Unlocked-route applications open following Gibraltar Financial Services Commission authorisation of the protocol, on the same timeline as the main registry. Charities wishing to register early interest can email smallcharities@thebitcoinstorm.io with the organisation name, registered charity number, jurisdiction, primary mission area, three years of operational history, the bank details to be published alongside the listing, and a contact point.
No technical setup required. No public association with the Storm required. The Storm's role is to publish the verified listing and record on-chain direction events; everything else — the donor receiving the bank transfer, the charity confirming receipt, the operational fundraising relationship — remains a matter between the donor and the charity, the way charitable giving has always worked.
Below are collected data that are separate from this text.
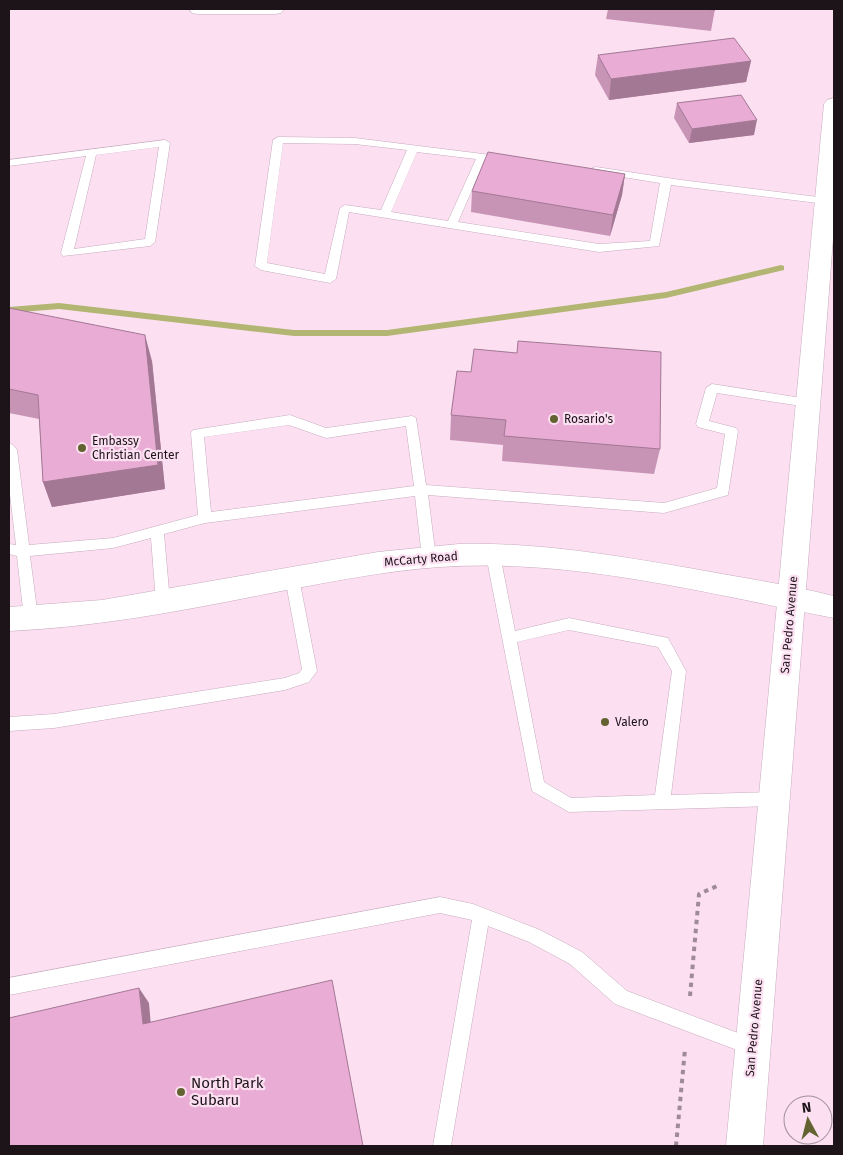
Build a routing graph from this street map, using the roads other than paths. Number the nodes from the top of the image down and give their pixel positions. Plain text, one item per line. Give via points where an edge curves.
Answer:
1 (198, 9) edge
2 (275, 9) edge
3 (834, 104) edge
4 (834, 109) edge
5 (413, 148) junction
6 (92, 152) junction
7 (482, 156) junction
8 (510, 160) edge
9 (9, 163) edge
10 (586, 169) edge
11 (666, 181) junction
12 (826, 201) junction
13 (385, 214) junction
14 (451, 225) junction
15 (808, 403) junction
16 (9, 448) edge
17 (422, 490) junction
18 (205, 518) junction
19 (157, 531) junction
20 (16, 550) edge
21 (493, 555) junction
22 (428, 558) junction
23 (292, 578) junction
24 (791, 597) junction
25 (163, 602) junction
26 (834, 607) edge
27 (20, 618) edge
28 (509, 638) junction
29 (9, 724) edge
30 (774, 799) junction
31 (662, 802) junction
32 (481, 915) junction
33 (9, 987) edge
34 (753, 1047) junction
35 (442, 1146) edge
36 (744, 1146) edge

1 - 2 main road
3 - 4 main road, San Pedro Avenue
4 - 12 main road, San Pedro Avenue
5 - 7 lane
5 - 13 lane
5 - 13 lane via 355,141 278,140 261,266 330,279 345,208
6 - 6 lane via 67,253 150,242 165,143
6 - 9 lane
7 - 8 lane
7 - 14 lane
10 - 11 lane
11 - 12 lane
11 - 14 lane via 655,244 599,248
12 - 15 main road, San Pedro Avenue
13 - 14 lane
15 - 17 lane via 712,388 702,424 732,431 723,491 664,508
15 - 24 main road, San Pedro Avenue
16 - 20 lane
17 - 18 lane
17 - 18 lane via 412,421 326,433 290,420 197,433
17 - 22 lane
18 - 19 lane
19 - 20 lane via 113,543
19 - 25 lane
20 - 27 lane
21 - 22 main road, McCarty Road
21 - 24 main road, McCarty Road via 604,564
21 - 28 lane
22 - 23 main road, McCarty Road via 370,564
23 - 25 main road, McCarty Road
23 - 29 lane via 310,671 304,678 285,684 54,721
24 - 26 main road, McCarty Road
24 - 30 main road, San Pedro Avenue
25 - 27 main road, McCarty Road via 115,610
28 - 31 lane via 537,786 570,804
28 - 31 lane via 569,624 662,642 679,671
30 - 31 lane
30 - 34 main road, San Pedro Avenue
32 - 33 lane via 440,905
32 - 34 lane via 534,936 576,958 621,998
32 - 35 lane
34 - 36 main road, San Pedro Avenue

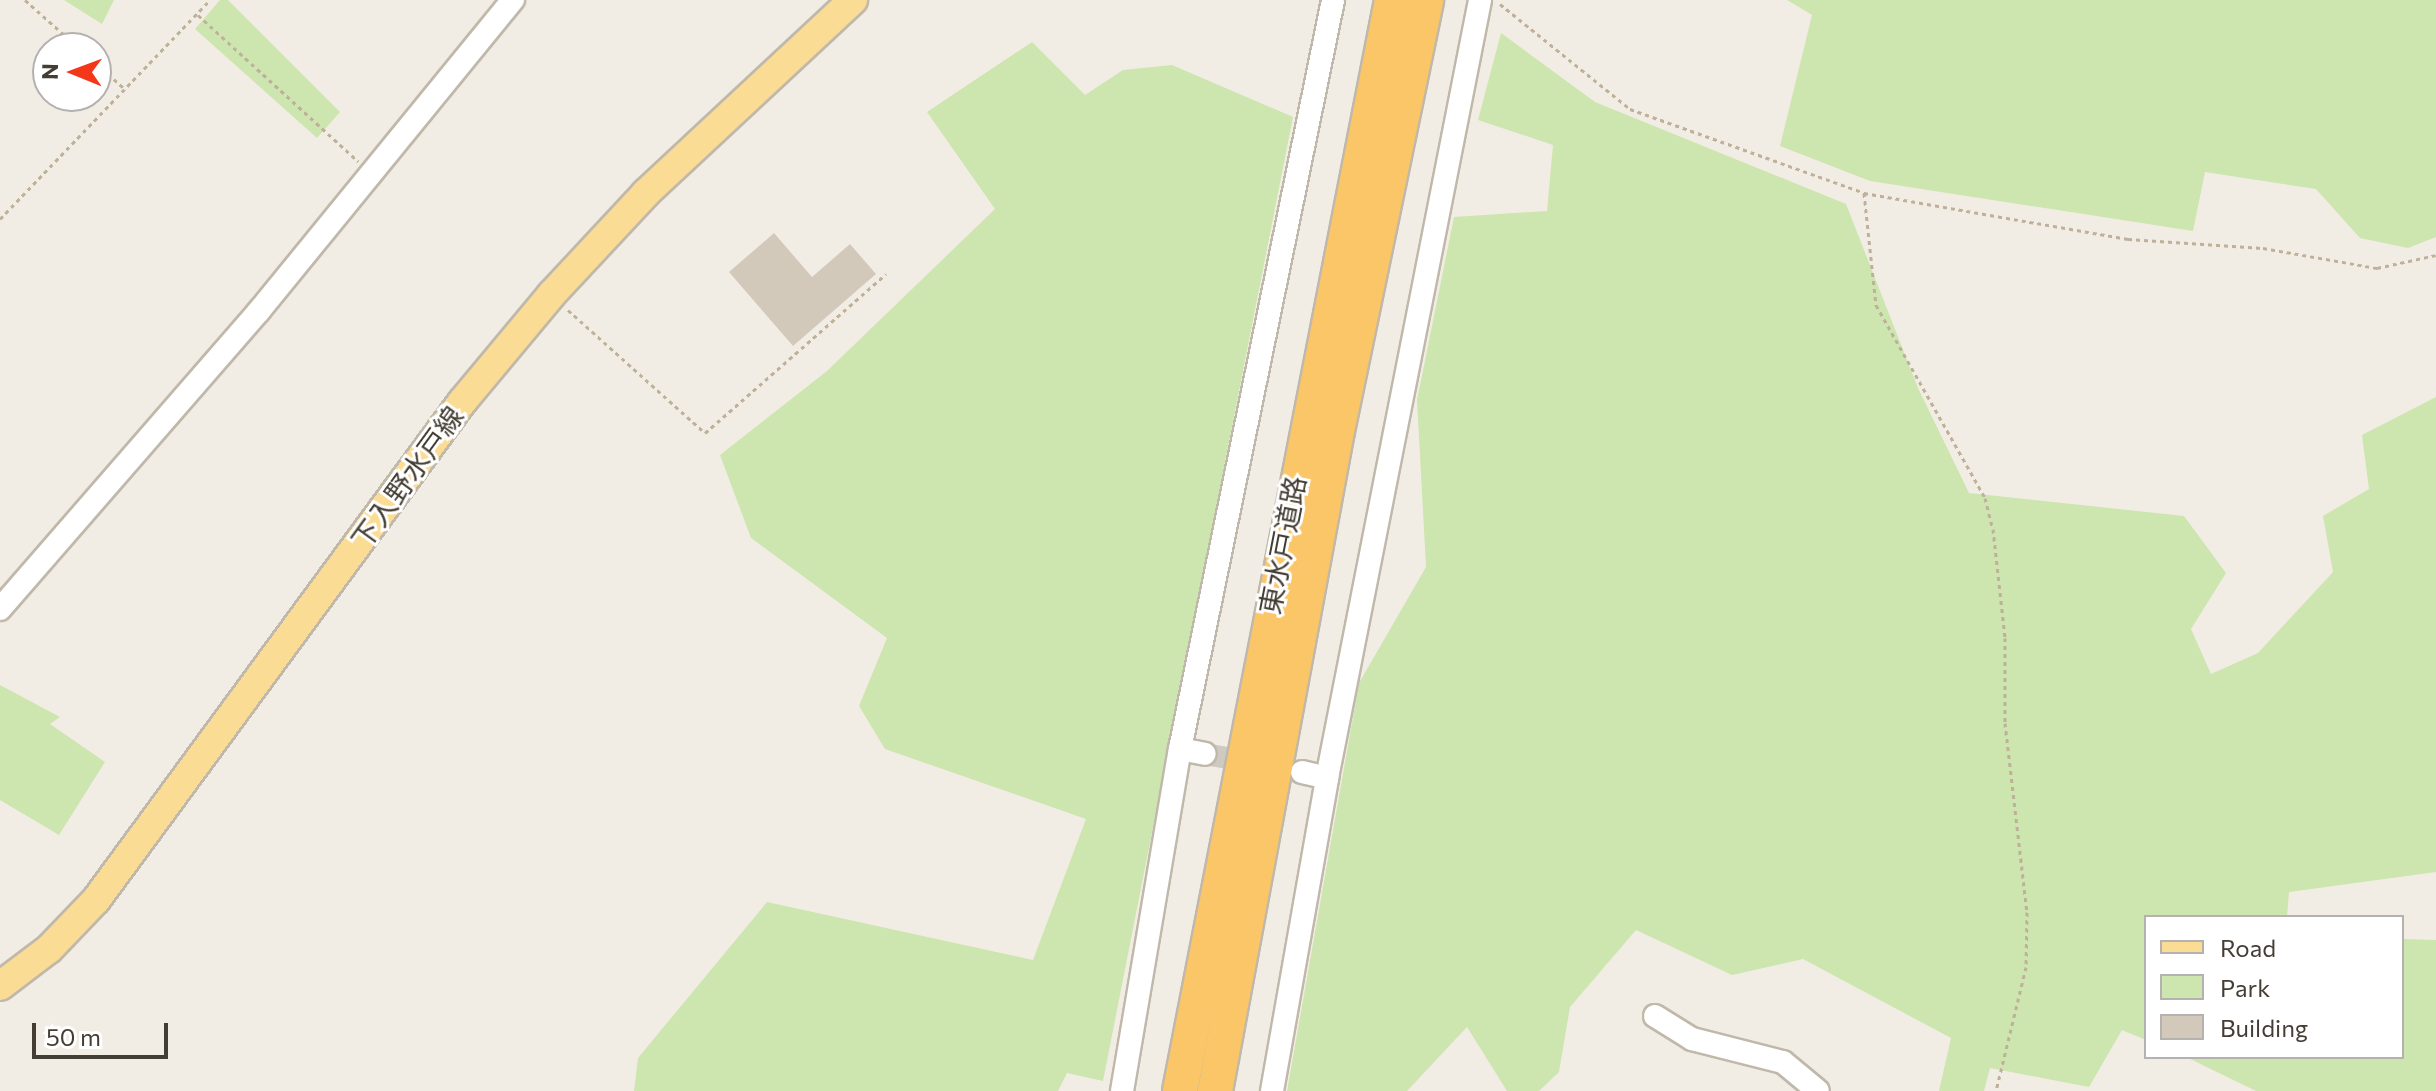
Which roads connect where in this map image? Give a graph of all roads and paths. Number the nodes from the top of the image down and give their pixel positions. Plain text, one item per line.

The alternative — a community governance vote that pools all charitable allocation and decides collectively — sounds democratic. In practice it concentrates power, rewards whoever can mobilise the most votes, and produces a mandate that may represent only a fraction of participants. A 20% turnout vote on a $1 billion allocation is not a mandate. It is a capture opportunity.
The individual locked wallet model avoids every one of those failure modes.
It is constitutionally fairer. A participant in rural Kenya and a participant in London each receive their share and each direct their 10%. The person with a larger surplus share directs more in absolute terms — but the decision is theirs alone, made on equal terms with everyone else.
It is legally cleaner. A pooled governance vote moving $1 billion to third parties raises complex questions about liability and fiduciary responsibility. Individual charitable giving at scale — each participant directing their own locked portion — is a well-understood legal mechanism in virtually every jurisdiction.
It creates a moment rather than a statistic. A governance vote produces a transaction. The individual model produces 10 million moments — people sitting with money that is provably theirs, choosing who receives it. People will talk about it. They will share the charity they chose and why. It becomes part of the Bitcoin Storm story in a way a committee decision never could.
The Storm Community Fund is encoded into the settlement mechanics before the canister launches following completion of regulatory authorisation. The following commitments will be verified by independent audit prior to launch and cannot be altered by any operator or governance action after that point.
Bitcoin Storm is built to make money for its participants. The Storm Community Fund is the acknowledgement that making money at scale carries a responsibility that goes beyond the participants. Ten percent of surplus is not a sacrifice. At $10 billion it is $1 billion — directed by 10 million free decisions toward the people the financial system was never designed to reach.
That is what the Storm can do. That is what it will do.